When John Humphrys was growing up in Cardiff, he says, "My mother thought it was rude to talk politics at table." I wonder how she would have felt about her son talking politics at the breakfast tables of the entire nation? He has done all right out of it, anyway. On Thursday night, at the Sony Radio Awards, he won the Gold Award for "Outstanding Contribution" to the medium.

Speaking on the phone yesterday, he was modest about the achievement: "You have to be realistic about these things. Once you reach a certain age, so long as you can stagger up to the stage, hold on to the thing and walk back to your table without falling over, that's the main qualification."

Perhaps. A more realistic appraisal might be that the award confirms Humphrys' status as one of the nation's most widely loved and respected broadcasters, the undisputed star of the Today programme. But unlike, say, John Peel, Humphrys also attracts widespread loathing, from those who see his abrasive interviewing style as instrumental in the decline of political discourse – politicians afraid of getting sandbagged by Humphrys tend to resort to the soundbite, repeated early and often, as an alternative to actually answering any questions.

Over the 16 years he has been presenting Today, some of Humphrys' exploits have passed into legend. In one interview with Kenneth Clarke, when he was Chancellor of the Exchequer, Humphrys interrupted him more than 30 times (some put the tally as high as 35). In 1997, after he badgered Harriet Harman – Social Security Secretary at the time – about plans to reduce payments to single mothers, Dave Hill, Labour's director of communications, spoke publicly of "the John Humphrys problem". In 2000, he was rebuked by the BBC's own Board of Governors for overstepping the mark in an interview with Lord Robertson, the Secretary-General of Nato, over the previous year's bombing of Kosovo (Humphrys was supposed to have snorted audibly during some of Lord Robertson's answers).

Humphrys himself thinks that his reputation rests on things that happened a long time ago, and offers an analogy with turning round an oil-tanker. "I went through a period, I think, a few years ago, when I think probably my judgement was wrong," he says. He attributes that primarily to a lack of confidence during his early years on Today, but adds, "There is always the danger of believing your own publicity." These days, however, he believes he has settled down: "I think if you listen now I'm much more inclined to laugh at something that's absurd rather than lose my temper. To lose your temper is unforgivable."
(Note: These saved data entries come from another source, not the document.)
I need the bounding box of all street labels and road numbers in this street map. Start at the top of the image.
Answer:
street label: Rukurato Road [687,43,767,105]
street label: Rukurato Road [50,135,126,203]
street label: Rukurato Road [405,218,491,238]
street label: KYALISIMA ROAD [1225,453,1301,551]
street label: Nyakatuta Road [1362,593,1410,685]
I used to get quite cross about his style myself; but thinking it over, the last incident I remember was two or three years ago. He still gets listeners writing in – "Of course" – to complain that he was too rude to this or that minister: "But for every letter you get like that, you get a dozen saying 'Why did you let the bugger off the hook?'" In any case, attempts to muzzle him have tended to backfire. In 1995, when Jonathan Aitken accused Humphrys of "poisoning the well of democratic debate", the Express, of all papers – this was long before it converted to Blairism – ran a column suggesting "Humphrys for Prime Minister" .
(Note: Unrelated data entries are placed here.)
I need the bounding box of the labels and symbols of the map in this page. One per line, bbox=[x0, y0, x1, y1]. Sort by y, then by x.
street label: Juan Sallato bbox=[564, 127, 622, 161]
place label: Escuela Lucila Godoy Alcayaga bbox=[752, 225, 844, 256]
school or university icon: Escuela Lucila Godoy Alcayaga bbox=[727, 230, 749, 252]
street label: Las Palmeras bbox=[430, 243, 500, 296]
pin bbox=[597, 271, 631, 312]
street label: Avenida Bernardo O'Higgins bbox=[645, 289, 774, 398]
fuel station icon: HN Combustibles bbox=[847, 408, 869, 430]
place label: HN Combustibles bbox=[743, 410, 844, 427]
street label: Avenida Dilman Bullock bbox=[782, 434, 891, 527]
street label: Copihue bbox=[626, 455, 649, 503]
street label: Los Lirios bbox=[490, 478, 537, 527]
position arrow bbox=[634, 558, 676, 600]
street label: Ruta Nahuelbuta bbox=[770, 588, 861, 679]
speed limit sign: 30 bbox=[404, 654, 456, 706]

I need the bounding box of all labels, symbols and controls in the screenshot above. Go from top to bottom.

That wouldn't suit him at all, though. Humphrys says that the function of journalism – his sort of journalism – is "to question what we're being told. The job of a journalist is to question authority, to ask why they're doing what they're doing and whether they get it right. Which implies that in part, at any rate, you have to be a bit of an outsider."
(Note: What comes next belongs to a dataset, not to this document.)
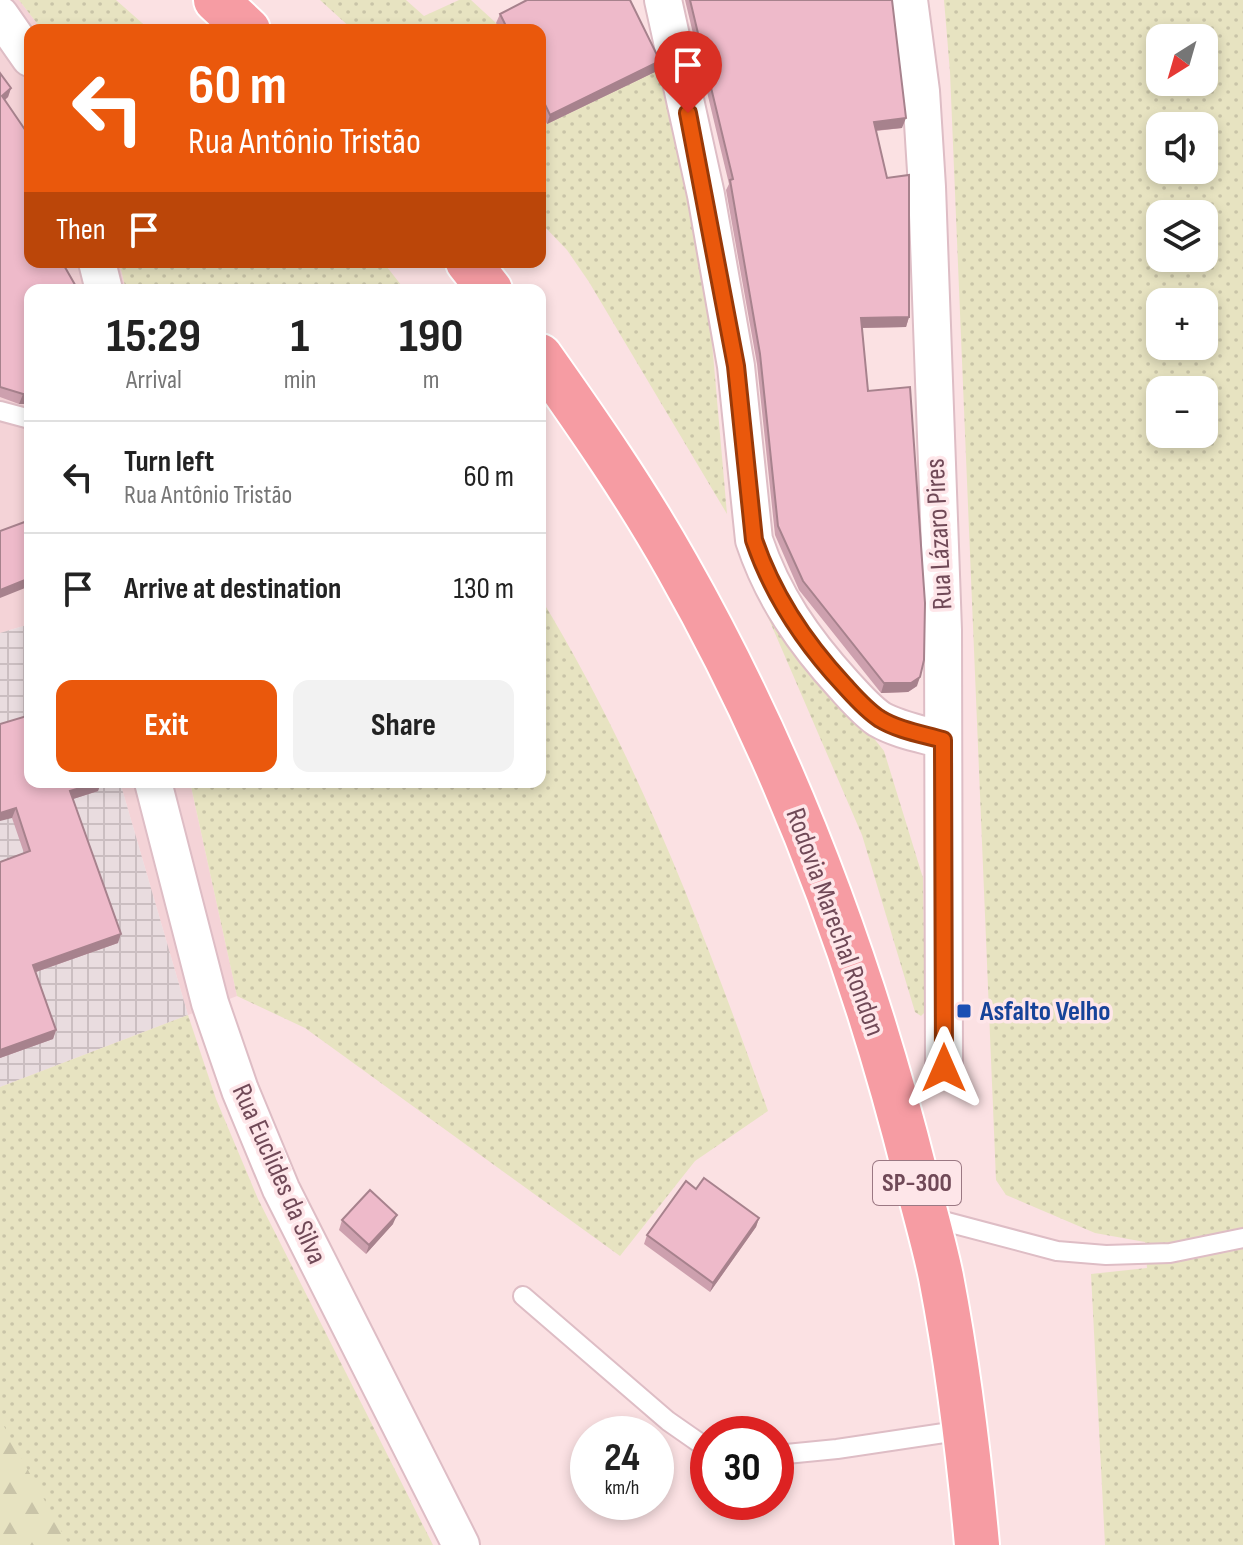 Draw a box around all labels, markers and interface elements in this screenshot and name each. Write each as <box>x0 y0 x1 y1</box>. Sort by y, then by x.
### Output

But that is surely putting the cart before the horse: he has not become an outsider to fit his career; he's the sort of journalist he is because he is – or sees himself as – an outsider. He has said that as a trainee at the BBC, he was conscious of sitting apart from the Oxbridge graduates who were his contemporaries. Humphrys himself came from Splott, a working-class area of Cardiff, and left school at 15 to work in local papers.

It is tempting to speculate that he inherited a contrarian streak from his father, a staunch Tory who was nevertheless a republican: on one occasion he was thrown out of the local Conservative club for refusing to sit beneath a portrait of the Queen. Humphrys remembers his father as a man who "really wouldn't tolerate authority". He worked as a French polisher: Humphrys recalls that when they visited a big house and his father was sent round the back to the tradesman's entrance, he wouldn't do the job.

Humphrys started work on The Penarth Times, before moving to the Western Mail, and then independent television. He joined the BBC as a reporter in 1966, and worked as Northern Industrial Correspondent – shocking to recall there were days when there was enough northern industry for it to need a correspondent of its own – before postings to Northern Ireland and then abroad. There is some dispute over whether he or John Simpson was BBC Television's youngest-ever foreign correspondent – it depends on whether Dublin counts as a foreign posting (Humphrys says it doesn't).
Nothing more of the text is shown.